═══ Source material ═══

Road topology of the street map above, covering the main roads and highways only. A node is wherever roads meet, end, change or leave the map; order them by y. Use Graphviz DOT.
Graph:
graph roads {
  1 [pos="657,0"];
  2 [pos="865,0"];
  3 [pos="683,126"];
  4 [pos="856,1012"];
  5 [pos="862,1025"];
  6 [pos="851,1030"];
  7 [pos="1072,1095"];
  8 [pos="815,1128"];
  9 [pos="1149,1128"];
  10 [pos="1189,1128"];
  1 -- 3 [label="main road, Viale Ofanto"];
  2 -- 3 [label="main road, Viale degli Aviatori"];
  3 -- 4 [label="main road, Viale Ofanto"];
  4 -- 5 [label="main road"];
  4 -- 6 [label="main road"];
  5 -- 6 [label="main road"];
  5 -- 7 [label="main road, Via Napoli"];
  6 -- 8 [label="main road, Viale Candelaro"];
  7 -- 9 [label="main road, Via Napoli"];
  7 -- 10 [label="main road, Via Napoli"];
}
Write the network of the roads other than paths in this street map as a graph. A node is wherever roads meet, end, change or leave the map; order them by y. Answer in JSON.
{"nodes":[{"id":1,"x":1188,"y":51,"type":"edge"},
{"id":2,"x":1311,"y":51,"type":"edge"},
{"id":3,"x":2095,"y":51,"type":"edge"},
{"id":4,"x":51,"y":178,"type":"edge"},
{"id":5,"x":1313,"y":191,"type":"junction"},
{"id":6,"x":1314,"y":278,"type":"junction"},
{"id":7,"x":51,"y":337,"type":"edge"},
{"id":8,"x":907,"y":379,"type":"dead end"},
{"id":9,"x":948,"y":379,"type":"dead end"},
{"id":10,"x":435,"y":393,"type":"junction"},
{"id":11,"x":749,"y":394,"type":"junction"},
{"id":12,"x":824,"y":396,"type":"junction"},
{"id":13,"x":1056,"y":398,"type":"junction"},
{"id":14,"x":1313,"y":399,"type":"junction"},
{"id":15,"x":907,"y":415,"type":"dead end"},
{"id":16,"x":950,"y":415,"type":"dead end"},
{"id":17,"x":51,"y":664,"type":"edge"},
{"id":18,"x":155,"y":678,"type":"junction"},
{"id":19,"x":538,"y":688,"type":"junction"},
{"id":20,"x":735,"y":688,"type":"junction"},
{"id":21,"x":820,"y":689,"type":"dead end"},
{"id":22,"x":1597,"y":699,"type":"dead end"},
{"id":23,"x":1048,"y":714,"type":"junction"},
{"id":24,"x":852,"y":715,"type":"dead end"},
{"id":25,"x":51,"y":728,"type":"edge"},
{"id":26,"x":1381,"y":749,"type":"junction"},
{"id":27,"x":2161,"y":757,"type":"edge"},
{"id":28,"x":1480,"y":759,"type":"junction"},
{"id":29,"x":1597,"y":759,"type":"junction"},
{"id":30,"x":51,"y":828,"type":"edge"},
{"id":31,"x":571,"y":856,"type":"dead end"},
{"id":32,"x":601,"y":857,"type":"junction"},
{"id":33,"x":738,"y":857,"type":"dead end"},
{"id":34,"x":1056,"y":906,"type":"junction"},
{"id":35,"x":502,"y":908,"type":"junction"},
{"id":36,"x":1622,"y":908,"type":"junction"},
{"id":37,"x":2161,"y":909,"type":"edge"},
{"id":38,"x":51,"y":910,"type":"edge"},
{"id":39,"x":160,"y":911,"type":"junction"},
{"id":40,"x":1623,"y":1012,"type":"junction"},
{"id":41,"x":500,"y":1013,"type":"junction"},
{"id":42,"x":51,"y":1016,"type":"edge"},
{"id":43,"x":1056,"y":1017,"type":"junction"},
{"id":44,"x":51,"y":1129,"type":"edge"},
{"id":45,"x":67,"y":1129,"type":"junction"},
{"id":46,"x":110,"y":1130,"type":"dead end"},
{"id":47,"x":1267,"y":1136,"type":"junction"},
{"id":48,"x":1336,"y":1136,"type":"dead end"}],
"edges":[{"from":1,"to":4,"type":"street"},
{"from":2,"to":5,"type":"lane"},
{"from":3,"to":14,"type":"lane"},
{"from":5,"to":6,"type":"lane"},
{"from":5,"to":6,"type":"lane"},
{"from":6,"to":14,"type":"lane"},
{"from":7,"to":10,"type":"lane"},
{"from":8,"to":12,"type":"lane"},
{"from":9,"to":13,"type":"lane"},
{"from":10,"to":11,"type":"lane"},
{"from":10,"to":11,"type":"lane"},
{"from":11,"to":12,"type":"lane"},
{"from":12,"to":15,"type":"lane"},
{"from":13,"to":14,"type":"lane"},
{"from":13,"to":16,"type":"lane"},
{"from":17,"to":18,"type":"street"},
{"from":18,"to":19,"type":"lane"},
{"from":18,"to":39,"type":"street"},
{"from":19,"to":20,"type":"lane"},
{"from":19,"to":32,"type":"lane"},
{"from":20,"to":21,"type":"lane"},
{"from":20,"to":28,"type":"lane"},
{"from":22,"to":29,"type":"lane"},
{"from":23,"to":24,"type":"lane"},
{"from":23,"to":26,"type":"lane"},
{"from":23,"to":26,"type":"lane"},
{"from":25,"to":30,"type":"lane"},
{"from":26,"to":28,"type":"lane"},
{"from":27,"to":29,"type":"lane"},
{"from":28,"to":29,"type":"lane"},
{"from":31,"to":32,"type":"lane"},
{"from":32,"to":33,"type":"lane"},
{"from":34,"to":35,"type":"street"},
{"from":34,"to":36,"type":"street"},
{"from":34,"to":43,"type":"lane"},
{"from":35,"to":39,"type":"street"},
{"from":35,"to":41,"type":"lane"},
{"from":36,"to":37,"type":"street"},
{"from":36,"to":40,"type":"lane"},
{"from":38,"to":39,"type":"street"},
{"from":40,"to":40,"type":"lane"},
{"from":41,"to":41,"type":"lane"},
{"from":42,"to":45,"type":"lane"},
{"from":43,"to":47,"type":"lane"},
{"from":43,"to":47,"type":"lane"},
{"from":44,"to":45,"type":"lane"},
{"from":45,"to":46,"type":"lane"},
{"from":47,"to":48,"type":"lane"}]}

═══

• _Required work_
Please state how many lines in the records above hold the word "meet", giving only the number.

• _Response to this exercise_
2